**Work instruction:** Would you copy every record exactly as it stands and drop the pictures?

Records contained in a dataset
------------------------------------
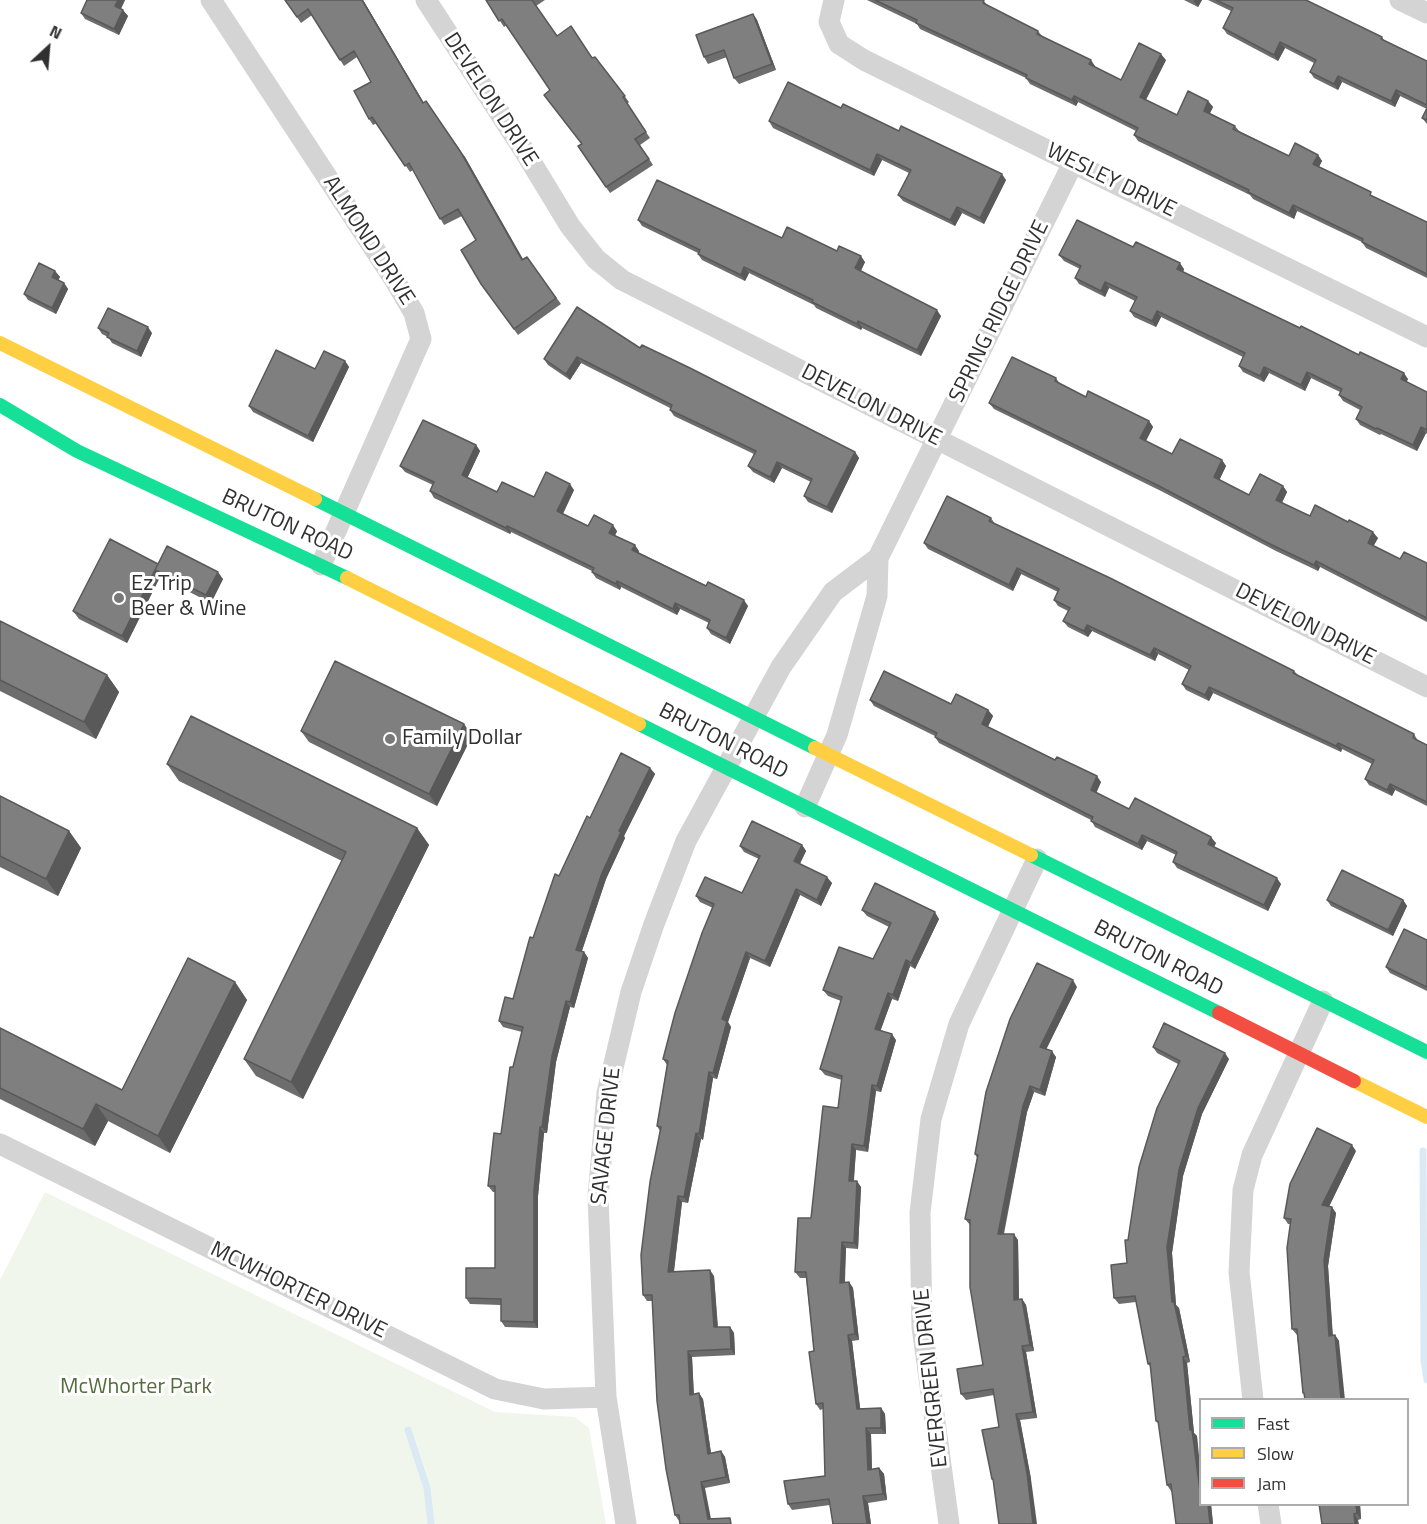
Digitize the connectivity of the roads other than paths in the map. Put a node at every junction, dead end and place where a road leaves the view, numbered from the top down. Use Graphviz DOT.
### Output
graph roads {
  1 [pos="211,0"];
  2 [pos="426,0"];
  3 [pos="834,0"];
  4 [pos="1400,0"];
  5 [pos="1427,13"];
  6 [pos="1073,163"];
  7 [pos="1427,337"];
  8 [pos="0,343"];
  9 [pos="0,405"];
  10 [pos="938,439"];
  11 [pos="344,515"];
  12 [pos="878,558"];
  13 [pos="321,565"];
  14 [pos="1427,687"];
  15 [pos="754,718"];
  16 [pos="829,755"];
  17 [pos="726,767"];
  18 [pos="805,807"];
  19 [pos="1037,859"];
  20 [pos="1013,910"];
  21 [pos="1323,1001"];
  22 [pos="1427,1052"];
  23 [pos="1298,1053"];
  24 [pos="1427,1117"];
  25 [pos="0,1144"];
  26 [pos="606,1397"];
  27 [pos="1253,1398"];
  28 [pos="1268,1506"];
  29 [pos="626,1524"];
  30 [pos="948,1524"];
  31 [pos="1271,1524"];
  1 -- 11 [label="street, ALMOND DRIVE"];
  2 -- 10 [label="street, DEVELON DRIVE"];
  3 -- 6 [label="street, WESLEY DRIVE"];
  4 -- 5 [label="street"];
  6 -- 7 [label="street, WESLEY DRIVE"];
  6 -- 10 [label="street, SPRING RIDGE DRIVE"];
  8 -- 11 [label="main road, BRUTON ROAD"];
  9 -- 13 [label="main road, BRUTON ROAD"];
  10 -- 12 [label="street, SPRING RIDGE DRIVE"];
  10 -- 14 [label="street, DEVELON DRIVE"];
  11 -- 13 [label="street, ALMOND DRIVE"];
  11 -- 15 [label="main road, BRUTON ROAD"];
  12 -- 15 [label="street, SPRING RIDGE DRIVE"];
  12 -- 16 [label="street, SPRING RIDGE DRIVE"];
  13 -- 17 [label="main road, BRUTON ROAD"];
  15 -- 16 [label="main road, BRUTON ROAD"];
  15 -- 17 [label="street, SPRING RIDGE DRIVE"];
  16 -- 18 [label="street, SPRING RIDGE DRIVE"];
  16 -- 19 [label="main road, BRUTON ROAD"];
  17 -- 18 [label="main road, BRUTON ROAD"];
  17 -- 26 [label="street, SAVAGE DRIVE"];
  18 -- 20 [label="main road, BRUTON ROAD"];
  19 -- 20 [label="street, EVERGREEN DRIVE"];
  19 -- 21 [label="main road, BRUTON ROAD"];
  20 -- 23 [label="main road, BRUTON ROAD"];
  20 -- 30 [label="street, EVERGREEN DRIVE"];
  21 -- 22 [label="main road, BRUTON ROAD"];
  21 -- 23 [label="street"];
  23 -- 24 [label="main road, BRUTON ROAD"];
  23 -- 27 [label="street"];
  25 -- 26 [label="street, MCWHORTER DRIVE"];
  26 -- 29 [label="street, SAVAGE DRIVE"];
  28 -- 31 [label="street"];
}
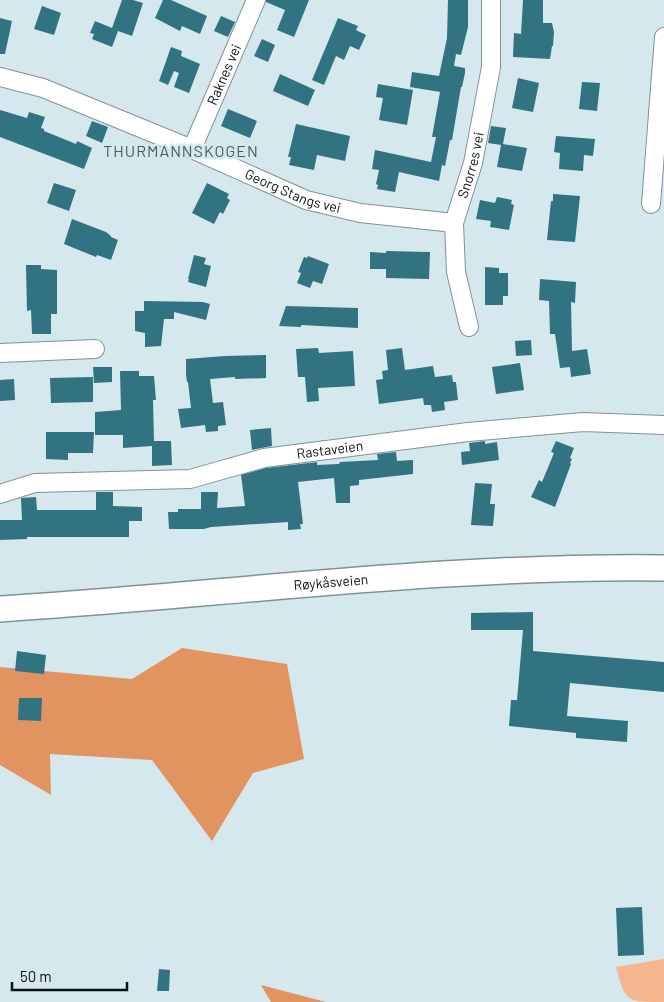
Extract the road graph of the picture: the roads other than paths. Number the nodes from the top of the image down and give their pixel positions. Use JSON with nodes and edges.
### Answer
{"nodes":[{"id":1,"x":256,"y":0,"type":"edge"},
{"id":2,"x":491,"y":0,"type":"edge"},
{"id":3,"x":664,"y":37,"type":"edge"},
{"id":4,"x":0,"y":77,"type":"edge"},
{"id":5,"x":192,"y":149,"type":"junction"},
{"id":6,"x":651,"y":204,"type":"dead end"},
{"id":7,"x":454,"y":223,"type":"junction"},
{"id":8,"x":469,"y":327,"type":"dead end"},
{"id":9,"x":95,"y":349,"type":"dead end"},
{"id":10,"x":0,"y":353,"type":"edge"},
{"id":11,"x":664,"y":425,"type":"edge"},
{"id":12,"x":0,"y":494,"type":"edge"},
{"id":13,"x":664,"y":568,"type":"edge"},
{"id":14,"x":0,"y":609,"type":"edge"}],
"edges":[{"from":1,"to":5,"type":"street","name":"Raknes vei"},
{"from":2,"to":7,"type":"street","name":"Snorres vei"},
{"from":3,"to":6,"type":"street"},
{"from":4,"to":5,"type":"street","name":"Georg Stangs vei"},
{"from":5,"to":7,"type":"street","name":"Georg Stangs vei"},
{"from":7,"to":8,"type":"street","name":"Snorres vei"},
{"from":9,"to":10,"type":"street"},
{"from":11,"to":12,"type":"street","name":"Rastaveien"},
{"from":13,"to":14,"type":"main road","name":"Røykåsveien"}]}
------------------------------------
**Written response:**
Digitize the connectivity of the roads other than paths in the map. Put a node at every junction, dead end and place where a road leaves the view, numbered from the top down. Use Graphviz DOT.
### Output
graph roads {
  1 [pos="211,0"];
  2 [pos="426,0"];
  3 [pos="834,0"];
  4 [pos="1400,0"];
  5 [pos="1427,13"];
  6 [pos="1073,163"];
  7 [pos="1427,337"];
  8 [pos="0,343"];
  9 [pos="0,405"];
  10 [pos="938,439"];
  11 [pos="344,515"];
  12 [pos="878,558"];
  13 [pos="321,565"];
  14 [pos="1427,687"];
  15 [pos="754,718"];
  16 [pos="829,755"];
  17 [pos="726,767"];
  18 [pos="805,807"];
  19 [pos="1037,859"];
  20 [pos="1013,910"];
  21 [pos="1323,1001"];
  22 [pos="1427,1052"];
  23 [pos="1298,1053"];
  24 [pos="1427,1117"];
  25 [pos="0,1144"];
  26 [pos="606,1397"];
  27 [pos="1253,1398"];
  28 [pos="1268,1506"];
  29 [pos="626,1524"];
  30 [pos="948,1524"];
  31 [pos="1271,1524"];
  1 -- 11 [label="street, ALMOND DRIVE"];
  2 -- 10 [label="street, DEVELON DRIVE"];
  3 -- 6 [label="street, WESLEY DRIVE"];
  4 -- 5 [label="street"];
  6 -- 7 [label="street, WESLEY DRIVE"];
  6 -- 10 [label="street, SPRING RIDGE DRIVE"];
  8 -- 11 [label="main road, BRUTON ROAD"];
  9 -- 13 [label="main road, BRUTON ROAD"];
  10 -- 12 [label="street, SPRING RIDGE DRIVE"];
  10 -- 14 [label="street, DEVELON DRIVE"];
  11 -- 13 [label="street, ALMOND DRIVE"];
  11 -- 15 [label="main road, BRUTON ROAD"];
  12 -- 15 [label="street, SPRING RIDGE DRIVE"];
  12 -- 16 [label="street, SPRING RIDGE DRIVE"];
  13 -- 17 [label="main road, BRUTON ROAD"];
  15 -- 16 [label="main road, BRUTON ROAD"];
  15 -- 17 [label="street, SPRING RIDGE DRIVE"];
  16 -- 18 [label="street, SPRING RIDGE DRIVE"];
  16 -- 19 [label="main road, BRUTON ROAD"];
  17 -- 18 [label="main road, BRUTON ROAD"];
  17 -- 26 [label="street, SAVAGE DRIVE"];
  18 -- 20 [label="main road, BRUTON ROAD"];
  19 -- 20 [label="street, EVERGREEN DRIVE"];
  19 -- 21 [label="main road, BRUTON ROAD"];
  20 -- 23 [label="main road, BRUTON ROAD"];
  20 -- 30 [label="street, EVERGREEN DRIVE"];
  21 -- 22 [label="main road, BRUTON ROAD"];
  21 -- 23 [label="street"];
  23 -- 24 [label="main road, BRUTON ROAD"];
  23 -- 27 [label="street"];
  25 -- 26 [label="street, MCWHORTER DRIVE"];
  26 -- 29 [label="street, SAVAGE DRIVE"];
  28 -- 31 [label="street"];
}
Extract the road graph of the picture: the roads other than paths. Number the nodes from the top of the image down and give their pixel positions. Use JSON with nodes and edges.
### Answer
{"nodes":[{"id":1,"x":256,"y":0,"type":"edge"},
{"id":2,"x":491,"y":0,"type":"edge"},
{"id":3,"x":664,"y":37,"type":"edge"},
{"id":4,"x":0,"y":77,"type":"edge"},
{"id":5,"x":192,"y":149,"type":"junction"},
{"id":6,"x":651,"y":204,"type":"dead end"},
{"id":7,"x":454,"y":223,"type":"junction"},
{"id":8,"x":469,"y":327,"type":"dead end"},
{"id":9,"x":95,"y":349,"type":"dead end"},
{"id":10,"x":0,"y":353,"type":"edge"},
{"id":11,"x":664,"y":425,"type":"edge"},
{"id":12,"x":0,"y":494,"type":"edge"},
{"id":13,"x":664,"y":568,"type":"edge"},
{"id":14,"x":0,"y":609,"type":"edge"}],
"edges":[{"from":1,"to":5,"type":"street","name":"Raknes vei"},
{"from":2,"to":7,"type":"street","name":"Snorres vei"},
{"from":3,"to":6,"type":"street"},
{"from":4,"to":5,"type":"street","name":"Georg Stangs vei"},
{"from":5,"to":7,"type":"street","name":"Georg Stangs vei"},
{"from":7,"to":8,"type":"street","name":"Snorres vei"},
{"from":9,"to":10,"type":"street"},
{"from":11,"to":12,"type":"street","name":"Rastaveien"},
{"from":13,"to":14,"type":"main road","name":"Røykåsveien"}]}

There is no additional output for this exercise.